Almost a year to the day after he was arrested by Russian border guards for not having the right papers, Bushby, a 37-year-old former paratrooper from Hull, will take up at the exact point where he left off.

Bushby's Russian problems have added almost a year to what will be at least a 12-year odyssey and almost put paid to his "Goliath Expedition" altogether.

A court in the remote Arctic region of Chukotka ruled last year that he should be deported and not be allowed back into the country for at least five years for not having the right stamp in his passport. The judgment was a body blow for the divorced father who had just crossed the Bering Strait on foot, the 58-mile ice bridge that links Alaska to Russia. The ruling was overturned on appeal though, possibly with a little help from Roman Abramovich, the region's governor.

His paperwork is now in order and he is set to resume his journey when final documents arrive.

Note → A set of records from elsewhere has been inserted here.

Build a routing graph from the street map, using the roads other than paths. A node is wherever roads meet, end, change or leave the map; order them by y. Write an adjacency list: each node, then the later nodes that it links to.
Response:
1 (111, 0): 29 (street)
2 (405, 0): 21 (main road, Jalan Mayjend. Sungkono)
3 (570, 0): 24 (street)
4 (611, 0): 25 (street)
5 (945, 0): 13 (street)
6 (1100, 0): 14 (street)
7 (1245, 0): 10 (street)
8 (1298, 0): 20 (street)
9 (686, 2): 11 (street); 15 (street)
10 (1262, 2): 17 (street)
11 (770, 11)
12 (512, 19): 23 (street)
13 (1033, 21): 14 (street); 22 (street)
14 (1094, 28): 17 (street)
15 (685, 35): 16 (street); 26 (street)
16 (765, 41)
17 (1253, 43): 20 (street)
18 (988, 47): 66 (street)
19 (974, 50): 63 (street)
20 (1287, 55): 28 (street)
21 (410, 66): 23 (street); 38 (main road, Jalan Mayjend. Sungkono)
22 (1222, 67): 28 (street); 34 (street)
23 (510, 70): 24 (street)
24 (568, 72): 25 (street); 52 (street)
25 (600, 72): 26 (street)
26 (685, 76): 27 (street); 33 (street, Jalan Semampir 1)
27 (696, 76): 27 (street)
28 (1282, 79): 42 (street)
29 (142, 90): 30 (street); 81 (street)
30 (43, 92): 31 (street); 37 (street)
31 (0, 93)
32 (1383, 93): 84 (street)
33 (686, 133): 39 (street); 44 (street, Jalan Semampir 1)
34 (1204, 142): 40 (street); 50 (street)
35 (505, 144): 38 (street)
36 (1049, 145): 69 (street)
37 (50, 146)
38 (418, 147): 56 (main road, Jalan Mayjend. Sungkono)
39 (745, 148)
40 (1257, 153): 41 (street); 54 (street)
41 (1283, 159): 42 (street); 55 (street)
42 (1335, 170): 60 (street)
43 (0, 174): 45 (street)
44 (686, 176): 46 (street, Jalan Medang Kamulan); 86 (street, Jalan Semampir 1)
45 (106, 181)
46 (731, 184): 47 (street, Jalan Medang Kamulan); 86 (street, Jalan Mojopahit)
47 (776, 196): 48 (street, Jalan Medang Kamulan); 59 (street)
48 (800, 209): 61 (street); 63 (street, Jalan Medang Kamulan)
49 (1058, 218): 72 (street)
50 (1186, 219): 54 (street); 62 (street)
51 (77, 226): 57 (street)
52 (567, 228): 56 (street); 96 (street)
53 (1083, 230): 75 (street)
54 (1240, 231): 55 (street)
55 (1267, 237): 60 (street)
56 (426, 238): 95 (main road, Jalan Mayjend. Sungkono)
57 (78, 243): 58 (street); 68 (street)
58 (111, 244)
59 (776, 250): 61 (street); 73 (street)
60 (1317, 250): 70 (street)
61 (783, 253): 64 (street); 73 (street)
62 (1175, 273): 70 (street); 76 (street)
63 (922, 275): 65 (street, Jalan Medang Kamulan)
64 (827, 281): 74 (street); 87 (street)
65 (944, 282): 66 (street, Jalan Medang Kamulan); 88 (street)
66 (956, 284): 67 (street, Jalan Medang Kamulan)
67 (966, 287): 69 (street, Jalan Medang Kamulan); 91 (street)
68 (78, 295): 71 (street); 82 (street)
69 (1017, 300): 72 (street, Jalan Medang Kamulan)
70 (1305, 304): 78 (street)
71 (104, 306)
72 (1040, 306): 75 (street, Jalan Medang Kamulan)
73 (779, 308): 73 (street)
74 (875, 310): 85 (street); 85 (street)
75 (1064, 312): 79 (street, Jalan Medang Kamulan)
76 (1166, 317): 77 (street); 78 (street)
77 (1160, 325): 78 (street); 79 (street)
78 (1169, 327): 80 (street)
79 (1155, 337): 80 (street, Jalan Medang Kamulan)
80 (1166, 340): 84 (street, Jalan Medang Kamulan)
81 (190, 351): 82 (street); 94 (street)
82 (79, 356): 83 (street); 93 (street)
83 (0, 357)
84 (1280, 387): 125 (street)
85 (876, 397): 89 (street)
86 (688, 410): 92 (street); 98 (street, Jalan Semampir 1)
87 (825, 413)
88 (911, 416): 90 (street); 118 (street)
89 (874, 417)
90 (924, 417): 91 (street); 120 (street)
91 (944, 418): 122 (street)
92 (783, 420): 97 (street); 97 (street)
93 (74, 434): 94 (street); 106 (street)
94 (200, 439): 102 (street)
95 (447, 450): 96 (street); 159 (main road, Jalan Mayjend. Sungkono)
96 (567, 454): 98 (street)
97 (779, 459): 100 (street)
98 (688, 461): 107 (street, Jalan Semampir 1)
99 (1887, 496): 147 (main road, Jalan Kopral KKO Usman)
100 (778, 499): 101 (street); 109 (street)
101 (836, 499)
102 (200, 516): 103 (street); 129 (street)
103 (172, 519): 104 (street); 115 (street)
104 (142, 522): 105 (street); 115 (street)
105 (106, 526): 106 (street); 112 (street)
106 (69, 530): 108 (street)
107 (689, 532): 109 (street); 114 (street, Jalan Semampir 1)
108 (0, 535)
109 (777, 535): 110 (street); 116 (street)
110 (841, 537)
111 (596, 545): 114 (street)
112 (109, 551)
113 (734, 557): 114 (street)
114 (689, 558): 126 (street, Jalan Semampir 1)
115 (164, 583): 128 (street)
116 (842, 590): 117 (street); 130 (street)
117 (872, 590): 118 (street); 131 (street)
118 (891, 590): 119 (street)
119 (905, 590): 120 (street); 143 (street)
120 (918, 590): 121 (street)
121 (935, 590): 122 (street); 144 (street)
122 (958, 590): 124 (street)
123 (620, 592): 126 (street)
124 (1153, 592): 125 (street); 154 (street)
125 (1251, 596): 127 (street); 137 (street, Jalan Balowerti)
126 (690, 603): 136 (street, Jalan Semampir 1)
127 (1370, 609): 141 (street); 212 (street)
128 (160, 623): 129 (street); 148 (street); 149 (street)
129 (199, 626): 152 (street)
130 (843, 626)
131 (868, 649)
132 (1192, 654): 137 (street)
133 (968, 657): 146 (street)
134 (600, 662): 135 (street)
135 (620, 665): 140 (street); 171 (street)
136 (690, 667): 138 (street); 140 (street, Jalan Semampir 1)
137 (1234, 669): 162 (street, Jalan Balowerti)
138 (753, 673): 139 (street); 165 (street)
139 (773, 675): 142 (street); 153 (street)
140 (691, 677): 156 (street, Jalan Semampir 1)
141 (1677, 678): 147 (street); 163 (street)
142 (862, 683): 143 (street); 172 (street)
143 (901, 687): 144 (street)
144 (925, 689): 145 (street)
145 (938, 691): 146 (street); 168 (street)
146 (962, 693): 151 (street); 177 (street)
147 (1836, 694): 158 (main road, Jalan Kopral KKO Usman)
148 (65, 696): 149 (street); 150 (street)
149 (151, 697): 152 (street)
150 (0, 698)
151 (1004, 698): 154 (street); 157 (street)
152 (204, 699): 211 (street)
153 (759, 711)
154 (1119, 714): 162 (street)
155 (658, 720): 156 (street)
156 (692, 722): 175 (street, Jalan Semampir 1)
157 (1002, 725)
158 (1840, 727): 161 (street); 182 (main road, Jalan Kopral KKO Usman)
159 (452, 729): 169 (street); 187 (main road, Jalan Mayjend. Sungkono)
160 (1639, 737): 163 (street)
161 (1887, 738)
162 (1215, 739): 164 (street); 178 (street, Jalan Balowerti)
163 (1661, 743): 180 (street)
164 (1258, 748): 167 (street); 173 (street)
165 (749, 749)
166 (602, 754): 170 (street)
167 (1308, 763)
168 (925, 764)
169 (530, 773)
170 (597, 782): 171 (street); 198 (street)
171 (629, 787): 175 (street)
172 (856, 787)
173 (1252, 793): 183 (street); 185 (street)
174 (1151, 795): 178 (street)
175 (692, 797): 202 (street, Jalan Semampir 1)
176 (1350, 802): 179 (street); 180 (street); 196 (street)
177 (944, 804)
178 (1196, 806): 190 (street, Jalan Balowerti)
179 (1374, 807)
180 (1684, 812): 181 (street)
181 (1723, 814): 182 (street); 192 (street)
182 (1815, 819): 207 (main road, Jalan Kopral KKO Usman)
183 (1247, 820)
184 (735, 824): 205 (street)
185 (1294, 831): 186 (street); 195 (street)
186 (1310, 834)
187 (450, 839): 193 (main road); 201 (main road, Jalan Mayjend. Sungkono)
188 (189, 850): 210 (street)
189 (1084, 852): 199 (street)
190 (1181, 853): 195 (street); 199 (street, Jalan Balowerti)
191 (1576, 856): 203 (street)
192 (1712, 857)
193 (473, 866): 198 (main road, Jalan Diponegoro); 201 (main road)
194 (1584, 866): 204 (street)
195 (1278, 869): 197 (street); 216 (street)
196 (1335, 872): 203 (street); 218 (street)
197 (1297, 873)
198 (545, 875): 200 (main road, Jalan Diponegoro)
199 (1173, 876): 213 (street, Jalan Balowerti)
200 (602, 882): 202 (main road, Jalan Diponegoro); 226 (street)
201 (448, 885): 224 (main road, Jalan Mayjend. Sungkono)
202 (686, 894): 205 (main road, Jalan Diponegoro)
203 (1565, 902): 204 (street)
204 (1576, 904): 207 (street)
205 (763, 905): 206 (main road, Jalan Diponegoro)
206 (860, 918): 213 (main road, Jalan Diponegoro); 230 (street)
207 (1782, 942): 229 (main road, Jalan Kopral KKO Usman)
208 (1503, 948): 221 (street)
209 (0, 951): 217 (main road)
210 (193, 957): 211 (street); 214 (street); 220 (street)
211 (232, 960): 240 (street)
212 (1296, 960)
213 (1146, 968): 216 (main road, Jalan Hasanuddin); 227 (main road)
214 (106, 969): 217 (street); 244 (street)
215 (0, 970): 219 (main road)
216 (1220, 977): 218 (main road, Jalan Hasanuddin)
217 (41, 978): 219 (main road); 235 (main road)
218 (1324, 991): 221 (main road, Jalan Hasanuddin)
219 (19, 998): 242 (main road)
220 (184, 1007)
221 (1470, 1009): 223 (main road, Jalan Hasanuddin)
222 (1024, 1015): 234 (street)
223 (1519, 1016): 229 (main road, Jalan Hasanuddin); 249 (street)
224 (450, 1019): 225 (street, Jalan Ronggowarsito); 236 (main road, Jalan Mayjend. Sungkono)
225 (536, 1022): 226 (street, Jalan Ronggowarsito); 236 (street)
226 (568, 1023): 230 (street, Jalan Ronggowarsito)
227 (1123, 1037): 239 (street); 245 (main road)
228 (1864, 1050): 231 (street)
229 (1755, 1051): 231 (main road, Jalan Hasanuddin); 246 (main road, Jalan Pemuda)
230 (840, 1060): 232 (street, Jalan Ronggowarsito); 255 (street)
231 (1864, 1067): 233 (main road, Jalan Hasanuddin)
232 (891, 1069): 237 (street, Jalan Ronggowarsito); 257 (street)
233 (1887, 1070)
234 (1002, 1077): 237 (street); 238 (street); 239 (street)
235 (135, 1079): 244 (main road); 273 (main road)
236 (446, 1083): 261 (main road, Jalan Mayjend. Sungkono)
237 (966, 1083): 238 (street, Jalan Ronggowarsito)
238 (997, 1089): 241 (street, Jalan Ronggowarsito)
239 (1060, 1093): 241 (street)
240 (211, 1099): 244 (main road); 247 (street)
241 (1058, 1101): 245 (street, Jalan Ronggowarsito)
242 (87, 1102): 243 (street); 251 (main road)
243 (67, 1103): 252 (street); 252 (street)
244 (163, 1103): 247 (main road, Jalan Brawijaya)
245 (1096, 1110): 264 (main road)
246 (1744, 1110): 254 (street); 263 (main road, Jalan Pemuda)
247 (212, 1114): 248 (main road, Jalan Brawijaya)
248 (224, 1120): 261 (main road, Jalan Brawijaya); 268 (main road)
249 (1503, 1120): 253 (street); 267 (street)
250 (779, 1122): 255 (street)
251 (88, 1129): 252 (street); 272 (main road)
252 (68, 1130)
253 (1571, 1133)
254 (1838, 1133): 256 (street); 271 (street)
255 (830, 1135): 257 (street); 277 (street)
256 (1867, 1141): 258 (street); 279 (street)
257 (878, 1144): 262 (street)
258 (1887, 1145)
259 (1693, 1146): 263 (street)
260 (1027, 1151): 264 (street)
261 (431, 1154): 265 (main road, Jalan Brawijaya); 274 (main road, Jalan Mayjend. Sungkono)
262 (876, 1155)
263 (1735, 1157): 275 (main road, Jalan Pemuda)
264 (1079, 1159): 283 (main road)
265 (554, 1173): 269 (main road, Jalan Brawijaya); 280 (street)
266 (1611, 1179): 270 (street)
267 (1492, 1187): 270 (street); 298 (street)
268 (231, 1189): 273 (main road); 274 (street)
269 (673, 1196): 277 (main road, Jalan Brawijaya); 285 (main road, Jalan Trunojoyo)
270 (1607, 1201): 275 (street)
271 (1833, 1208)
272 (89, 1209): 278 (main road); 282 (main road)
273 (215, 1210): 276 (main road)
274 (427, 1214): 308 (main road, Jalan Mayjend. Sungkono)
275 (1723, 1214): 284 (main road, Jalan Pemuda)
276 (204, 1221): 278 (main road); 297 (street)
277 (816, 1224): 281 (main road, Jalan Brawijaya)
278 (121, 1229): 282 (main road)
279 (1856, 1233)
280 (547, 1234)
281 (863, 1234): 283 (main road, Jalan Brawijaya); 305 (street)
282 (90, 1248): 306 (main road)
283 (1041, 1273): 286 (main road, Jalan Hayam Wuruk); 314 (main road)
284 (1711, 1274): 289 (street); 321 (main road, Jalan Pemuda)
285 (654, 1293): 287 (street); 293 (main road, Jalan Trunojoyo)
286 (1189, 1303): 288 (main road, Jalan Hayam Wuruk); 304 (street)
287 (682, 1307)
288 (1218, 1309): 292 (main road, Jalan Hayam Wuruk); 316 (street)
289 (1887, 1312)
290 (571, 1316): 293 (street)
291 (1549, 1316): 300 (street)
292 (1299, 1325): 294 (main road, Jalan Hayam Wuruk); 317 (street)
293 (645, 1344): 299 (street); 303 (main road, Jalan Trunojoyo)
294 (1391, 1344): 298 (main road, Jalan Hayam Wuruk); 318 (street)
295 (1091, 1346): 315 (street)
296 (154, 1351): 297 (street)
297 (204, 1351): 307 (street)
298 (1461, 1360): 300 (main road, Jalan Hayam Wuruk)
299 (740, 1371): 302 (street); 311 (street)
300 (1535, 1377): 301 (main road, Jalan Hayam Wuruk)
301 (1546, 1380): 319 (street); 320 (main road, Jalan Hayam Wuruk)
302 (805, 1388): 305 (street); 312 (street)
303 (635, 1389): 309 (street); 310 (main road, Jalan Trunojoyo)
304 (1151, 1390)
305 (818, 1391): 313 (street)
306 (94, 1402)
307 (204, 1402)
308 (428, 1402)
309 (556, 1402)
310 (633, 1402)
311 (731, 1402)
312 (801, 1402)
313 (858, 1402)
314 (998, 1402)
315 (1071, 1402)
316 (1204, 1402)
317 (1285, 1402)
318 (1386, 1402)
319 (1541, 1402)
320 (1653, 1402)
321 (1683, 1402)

Bushby has already covered about 17,000 miles in eight-and-a- half years, having set off from the southern tip of Chile in 1998. His aim is to walk the 36,000 miles to Hull traversing four continents, 25 countries, one frozen sea, six deserts and seven mountain ranges.

Now that he has overcome Russian bureaucracy, he must battle his way through hundreds of miles of frozen terrain in the Arctic Circle. "The next phase will be desolate," Andrew Cooper, one of his expedition directors, said. "He faces temperatures of minus 40C and high winds. It's quite a challenge."